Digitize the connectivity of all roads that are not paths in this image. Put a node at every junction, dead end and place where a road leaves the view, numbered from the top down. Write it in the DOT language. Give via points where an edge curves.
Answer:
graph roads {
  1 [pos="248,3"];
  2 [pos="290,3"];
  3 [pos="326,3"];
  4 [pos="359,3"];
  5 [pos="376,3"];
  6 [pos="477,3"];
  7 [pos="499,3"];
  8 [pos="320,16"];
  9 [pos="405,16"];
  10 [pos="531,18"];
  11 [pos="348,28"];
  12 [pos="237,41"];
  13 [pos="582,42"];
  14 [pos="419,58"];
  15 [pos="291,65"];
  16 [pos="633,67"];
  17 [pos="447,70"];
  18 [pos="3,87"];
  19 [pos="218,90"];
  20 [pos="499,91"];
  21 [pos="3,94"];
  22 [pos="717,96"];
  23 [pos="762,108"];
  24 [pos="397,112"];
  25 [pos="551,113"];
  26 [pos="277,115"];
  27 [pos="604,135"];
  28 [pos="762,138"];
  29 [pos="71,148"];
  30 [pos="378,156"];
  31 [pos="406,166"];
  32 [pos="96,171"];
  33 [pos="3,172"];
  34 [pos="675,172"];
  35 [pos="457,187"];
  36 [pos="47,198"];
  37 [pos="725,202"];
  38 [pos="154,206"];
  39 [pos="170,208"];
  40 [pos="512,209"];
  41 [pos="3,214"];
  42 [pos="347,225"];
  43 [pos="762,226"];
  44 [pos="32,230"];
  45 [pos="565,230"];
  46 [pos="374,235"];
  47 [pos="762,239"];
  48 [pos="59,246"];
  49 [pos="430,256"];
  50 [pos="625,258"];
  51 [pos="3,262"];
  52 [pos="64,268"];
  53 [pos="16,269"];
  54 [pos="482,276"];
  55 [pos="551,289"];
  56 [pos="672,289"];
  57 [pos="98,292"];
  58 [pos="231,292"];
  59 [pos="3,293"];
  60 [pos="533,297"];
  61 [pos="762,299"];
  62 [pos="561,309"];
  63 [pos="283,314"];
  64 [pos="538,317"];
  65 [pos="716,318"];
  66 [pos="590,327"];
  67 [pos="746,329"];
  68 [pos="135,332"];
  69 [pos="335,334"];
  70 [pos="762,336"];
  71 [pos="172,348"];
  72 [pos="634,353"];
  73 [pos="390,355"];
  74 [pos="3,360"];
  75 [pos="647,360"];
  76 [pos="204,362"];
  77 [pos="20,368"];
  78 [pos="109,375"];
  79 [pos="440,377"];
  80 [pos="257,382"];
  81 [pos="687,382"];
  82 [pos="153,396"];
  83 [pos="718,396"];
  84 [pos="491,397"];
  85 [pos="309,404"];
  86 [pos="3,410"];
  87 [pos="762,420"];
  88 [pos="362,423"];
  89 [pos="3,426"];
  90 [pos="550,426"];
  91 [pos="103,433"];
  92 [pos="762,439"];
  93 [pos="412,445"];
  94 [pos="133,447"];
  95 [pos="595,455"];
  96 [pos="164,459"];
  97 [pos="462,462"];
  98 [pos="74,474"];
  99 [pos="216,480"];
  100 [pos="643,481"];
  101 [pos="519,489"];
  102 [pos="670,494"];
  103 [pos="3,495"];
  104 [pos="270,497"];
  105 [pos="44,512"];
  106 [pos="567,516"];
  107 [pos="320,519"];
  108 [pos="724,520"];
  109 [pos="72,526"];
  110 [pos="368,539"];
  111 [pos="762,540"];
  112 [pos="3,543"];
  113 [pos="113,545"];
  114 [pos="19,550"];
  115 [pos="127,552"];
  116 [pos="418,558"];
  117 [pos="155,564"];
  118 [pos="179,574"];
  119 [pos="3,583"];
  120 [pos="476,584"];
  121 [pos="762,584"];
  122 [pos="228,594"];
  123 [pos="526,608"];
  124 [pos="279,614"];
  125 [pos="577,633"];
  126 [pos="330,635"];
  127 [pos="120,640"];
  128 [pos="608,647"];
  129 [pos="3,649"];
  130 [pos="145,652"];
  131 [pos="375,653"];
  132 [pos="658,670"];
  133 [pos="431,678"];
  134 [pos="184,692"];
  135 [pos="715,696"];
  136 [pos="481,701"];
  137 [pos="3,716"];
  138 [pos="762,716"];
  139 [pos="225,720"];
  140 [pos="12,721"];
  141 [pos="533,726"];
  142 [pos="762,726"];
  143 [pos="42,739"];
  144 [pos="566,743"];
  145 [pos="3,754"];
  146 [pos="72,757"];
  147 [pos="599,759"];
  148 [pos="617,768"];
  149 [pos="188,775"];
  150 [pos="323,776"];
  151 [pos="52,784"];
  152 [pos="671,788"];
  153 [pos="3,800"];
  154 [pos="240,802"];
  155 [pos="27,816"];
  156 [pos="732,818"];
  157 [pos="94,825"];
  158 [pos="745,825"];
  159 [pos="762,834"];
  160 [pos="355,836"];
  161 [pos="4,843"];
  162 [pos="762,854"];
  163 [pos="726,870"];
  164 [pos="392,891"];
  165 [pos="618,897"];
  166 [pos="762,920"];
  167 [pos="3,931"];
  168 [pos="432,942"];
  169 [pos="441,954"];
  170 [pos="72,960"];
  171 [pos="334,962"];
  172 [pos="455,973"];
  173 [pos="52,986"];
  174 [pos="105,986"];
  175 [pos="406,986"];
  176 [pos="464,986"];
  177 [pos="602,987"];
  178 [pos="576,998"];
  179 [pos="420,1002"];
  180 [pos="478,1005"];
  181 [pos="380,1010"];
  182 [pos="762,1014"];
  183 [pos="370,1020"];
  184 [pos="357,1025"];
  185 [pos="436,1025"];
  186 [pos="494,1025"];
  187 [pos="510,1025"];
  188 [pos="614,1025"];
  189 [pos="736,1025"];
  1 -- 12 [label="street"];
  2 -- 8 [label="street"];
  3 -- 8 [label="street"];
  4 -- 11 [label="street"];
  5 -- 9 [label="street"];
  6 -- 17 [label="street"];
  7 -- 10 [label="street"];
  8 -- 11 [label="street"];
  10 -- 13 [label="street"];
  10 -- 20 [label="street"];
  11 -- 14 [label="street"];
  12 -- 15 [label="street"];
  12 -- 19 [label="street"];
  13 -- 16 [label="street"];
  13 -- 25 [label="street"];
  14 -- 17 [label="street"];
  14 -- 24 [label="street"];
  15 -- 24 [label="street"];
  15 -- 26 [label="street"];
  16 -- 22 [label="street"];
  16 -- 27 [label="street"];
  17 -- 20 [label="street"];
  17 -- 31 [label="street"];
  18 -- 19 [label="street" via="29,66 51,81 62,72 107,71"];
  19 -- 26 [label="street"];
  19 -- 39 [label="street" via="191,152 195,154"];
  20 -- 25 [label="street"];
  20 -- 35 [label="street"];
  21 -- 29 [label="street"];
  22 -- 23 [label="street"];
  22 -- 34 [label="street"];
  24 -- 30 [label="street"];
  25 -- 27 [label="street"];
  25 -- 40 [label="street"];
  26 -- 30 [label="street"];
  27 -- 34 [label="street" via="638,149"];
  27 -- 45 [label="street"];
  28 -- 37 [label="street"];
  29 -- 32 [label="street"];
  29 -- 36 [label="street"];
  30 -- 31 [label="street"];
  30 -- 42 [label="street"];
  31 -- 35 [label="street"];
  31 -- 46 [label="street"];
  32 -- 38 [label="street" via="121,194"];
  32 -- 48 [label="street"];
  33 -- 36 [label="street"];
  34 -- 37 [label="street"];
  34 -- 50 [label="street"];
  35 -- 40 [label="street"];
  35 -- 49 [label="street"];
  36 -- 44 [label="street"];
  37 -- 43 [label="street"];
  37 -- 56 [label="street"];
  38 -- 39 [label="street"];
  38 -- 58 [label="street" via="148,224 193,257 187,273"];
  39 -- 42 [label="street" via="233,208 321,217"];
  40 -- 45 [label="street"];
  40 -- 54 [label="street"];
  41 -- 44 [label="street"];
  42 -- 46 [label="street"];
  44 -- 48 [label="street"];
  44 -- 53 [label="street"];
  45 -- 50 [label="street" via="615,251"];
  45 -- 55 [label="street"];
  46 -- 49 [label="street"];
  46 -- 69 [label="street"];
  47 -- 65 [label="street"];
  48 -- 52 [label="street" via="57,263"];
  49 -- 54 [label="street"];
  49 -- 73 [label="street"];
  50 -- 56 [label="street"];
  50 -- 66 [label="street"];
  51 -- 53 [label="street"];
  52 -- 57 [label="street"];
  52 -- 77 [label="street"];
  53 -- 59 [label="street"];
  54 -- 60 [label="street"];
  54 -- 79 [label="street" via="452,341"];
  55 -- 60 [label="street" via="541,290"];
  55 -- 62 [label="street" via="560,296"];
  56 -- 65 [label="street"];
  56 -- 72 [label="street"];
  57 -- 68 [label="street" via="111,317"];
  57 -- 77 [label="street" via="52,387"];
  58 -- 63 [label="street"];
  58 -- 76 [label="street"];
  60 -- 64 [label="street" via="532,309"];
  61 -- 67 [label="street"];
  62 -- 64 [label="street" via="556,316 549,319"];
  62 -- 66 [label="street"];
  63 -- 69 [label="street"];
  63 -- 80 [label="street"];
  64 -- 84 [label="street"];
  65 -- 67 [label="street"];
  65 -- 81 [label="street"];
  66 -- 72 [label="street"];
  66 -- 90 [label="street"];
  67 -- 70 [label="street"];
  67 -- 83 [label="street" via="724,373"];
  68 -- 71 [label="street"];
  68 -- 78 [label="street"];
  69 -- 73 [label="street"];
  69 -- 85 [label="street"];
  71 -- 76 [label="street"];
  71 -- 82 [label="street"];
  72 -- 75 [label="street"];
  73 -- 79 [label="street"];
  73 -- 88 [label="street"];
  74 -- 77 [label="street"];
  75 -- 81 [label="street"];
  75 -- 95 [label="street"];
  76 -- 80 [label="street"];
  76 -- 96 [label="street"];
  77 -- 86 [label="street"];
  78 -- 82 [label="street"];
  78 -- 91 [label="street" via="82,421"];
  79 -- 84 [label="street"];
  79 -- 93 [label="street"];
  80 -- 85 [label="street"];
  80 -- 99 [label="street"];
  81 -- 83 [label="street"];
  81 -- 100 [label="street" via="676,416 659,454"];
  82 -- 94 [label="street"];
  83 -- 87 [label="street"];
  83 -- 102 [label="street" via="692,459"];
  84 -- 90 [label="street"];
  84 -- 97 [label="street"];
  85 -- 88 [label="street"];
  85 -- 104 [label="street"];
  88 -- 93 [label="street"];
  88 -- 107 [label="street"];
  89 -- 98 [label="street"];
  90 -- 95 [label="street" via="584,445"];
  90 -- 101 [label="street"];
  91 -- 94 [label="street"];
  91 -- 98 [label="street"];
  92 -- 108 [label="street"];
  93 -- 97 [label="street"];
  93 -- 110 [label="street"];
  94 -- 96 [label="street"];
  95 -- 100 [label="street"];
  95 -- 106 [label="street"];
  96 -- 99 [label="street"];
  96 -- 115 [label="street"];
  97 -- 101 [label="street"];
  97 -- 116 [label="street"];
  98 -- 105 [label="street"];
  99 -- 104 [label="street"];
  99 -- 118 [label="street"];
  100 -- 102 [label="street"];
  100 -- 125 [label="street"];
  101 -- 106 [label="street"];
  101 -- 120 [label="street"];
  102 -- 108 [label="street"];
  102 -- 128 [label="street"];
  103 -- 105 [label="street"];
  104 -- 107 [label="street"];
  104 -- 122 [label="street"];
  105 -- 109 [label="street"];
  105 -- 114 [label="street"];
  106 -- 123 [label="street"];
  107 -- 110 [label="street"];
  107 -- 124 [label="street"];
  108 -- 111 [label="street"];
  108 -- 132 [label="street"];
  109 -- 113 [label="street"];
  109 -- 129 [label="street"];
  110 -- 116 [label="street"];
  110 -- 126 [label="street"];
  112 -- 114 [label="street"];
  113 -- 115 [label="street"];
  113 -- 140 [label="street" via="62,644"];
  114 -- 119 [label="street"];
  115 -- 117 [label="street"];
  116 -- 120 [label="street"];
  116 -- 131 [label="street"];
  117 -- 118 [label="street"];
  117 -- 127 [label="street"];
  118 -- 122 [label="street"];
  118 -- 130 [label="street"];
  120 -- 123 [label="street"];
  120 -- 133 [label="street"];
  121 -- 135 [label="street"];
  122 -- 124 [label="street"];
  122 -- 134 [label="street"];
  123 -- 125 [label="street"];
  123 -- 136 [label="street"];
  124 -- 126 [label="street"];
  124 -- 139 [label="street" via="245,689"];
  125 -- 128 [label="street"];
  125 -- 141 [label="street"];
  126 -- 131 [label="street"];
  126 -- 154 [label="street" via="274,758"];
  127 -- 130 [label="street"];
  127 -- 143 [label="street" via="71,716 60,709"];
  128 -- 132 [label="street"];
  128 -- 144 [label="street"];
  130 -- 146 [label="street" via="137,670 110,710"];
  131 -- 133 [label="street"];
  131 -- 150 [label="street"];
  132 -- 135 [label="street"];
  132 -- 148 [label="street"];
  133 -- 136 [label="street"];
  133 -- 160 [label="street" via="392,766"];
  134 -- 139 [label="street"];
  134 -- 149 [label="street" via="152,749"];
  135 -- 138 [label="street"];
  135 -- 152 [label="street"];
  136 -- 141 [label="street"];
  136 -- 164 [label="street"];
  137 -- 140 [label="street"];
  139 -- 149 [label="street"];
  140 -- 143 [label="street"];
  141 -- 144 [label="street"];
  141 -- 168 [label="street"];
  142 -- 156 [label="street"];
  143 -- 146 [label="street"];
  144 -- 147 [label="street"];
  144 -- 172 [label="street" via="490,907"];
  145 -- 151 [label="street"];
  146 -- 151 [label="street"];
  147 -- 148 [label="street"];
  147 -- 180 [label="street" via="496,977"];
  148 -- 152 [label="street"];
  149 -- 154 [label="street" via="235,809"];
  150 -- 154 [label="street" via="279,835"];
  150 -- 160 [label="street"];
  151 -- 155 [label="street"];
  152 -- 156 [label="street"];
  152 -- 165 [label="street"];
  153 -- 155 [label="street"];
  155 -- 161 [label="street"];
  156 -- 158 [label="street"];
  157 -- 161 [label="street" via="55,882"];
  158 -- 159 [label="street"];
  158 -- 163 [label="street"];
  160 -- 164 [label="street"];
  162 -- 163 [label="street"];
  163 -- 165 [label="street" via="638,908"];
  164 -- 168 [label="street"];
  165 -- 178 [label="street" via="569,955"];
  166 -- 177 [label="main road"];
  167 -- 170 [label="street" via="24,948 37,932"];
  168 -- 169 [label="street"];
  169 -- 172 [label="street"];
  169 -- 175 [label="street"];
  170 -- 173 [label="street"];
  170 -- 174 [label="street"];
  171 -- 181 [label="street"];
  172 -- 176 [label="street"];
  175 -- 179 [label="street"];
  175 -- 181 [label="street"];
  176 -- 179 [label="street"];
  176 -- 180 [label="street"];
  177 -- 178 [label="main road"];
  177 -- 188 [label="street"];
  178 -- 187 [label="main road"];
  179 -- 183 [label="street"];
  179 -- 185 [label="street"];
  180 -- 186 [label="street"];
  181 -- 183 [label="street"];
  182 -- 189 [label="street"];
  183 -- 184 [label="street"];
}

========================

**What this task involves**
Note every line of the entries in which "main" appears, and copy it down.

**Solved problem**
  166 -- 177 [label="main road"];
  177 -- 178 [label="main road"];
  178 -- 187 [label="main road"];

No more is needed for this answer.